Work item
Go through the entries below and copy each line that holds the word "LANE".

=== Data for analysis ===

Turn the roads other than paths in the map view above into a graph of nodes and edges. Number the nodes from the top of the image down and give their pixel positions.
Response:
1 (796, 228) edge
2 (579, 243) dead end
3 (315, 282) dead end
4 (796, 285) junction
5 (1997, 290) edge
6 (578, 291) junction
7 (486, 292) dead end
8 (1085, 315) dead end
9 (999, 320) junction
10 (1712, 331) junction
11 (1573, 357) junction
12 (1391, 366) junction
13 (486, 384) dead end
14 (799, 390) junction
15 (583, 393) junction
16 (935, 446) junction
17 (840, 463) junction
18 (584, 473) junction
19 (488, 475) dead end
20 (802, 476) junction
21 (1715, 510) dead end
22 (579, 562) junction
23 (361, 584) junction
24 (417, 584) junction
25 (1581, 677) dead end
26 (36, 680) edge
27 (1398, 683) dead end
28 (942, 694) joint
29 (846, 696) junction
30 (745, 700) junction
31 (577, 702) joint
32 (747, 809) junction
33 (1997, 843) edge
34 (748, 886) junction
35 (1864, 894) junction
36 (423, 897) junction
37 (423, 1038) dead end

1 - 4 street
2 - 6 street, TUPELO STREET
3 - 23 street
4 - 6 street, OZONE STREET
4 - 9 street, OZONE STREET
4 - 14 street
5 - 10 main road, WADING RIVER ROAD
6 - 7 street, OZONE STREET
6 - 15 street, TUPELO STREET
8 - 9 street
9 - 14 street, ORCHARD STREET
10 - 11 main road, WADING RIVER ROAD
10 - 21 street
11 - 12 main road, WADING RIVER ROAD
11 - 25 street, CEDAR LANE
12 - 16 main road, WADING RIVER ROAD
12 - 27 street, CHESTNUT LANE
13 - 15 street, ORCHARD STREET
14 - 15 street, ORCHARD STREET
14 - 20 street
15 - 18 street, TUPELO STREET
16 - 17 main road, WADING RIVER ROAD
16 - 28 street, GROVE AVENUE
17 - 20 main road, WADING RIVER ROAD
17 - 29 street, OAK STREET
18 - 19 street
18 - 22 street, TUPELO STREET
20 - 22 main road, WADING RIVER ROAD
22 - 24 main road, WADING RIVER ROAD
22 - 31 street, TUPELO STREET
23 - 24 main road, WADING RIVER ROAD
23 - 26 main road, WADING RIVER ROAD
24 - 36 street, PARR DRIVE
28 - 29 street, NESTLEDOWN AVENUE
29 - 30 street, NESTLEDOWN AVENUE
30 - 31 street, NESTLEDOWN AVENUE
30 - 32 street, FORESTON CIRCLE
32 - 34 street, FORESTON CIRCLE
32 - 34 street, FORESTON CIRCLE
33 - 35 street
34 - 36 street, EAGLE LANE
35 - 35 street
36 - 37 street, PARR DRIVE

===

Response area
11 - 25 street, CEDAR LANE
12 - 27 street, CHESTNUT LANE
34 - 36 street, EAGLE LANE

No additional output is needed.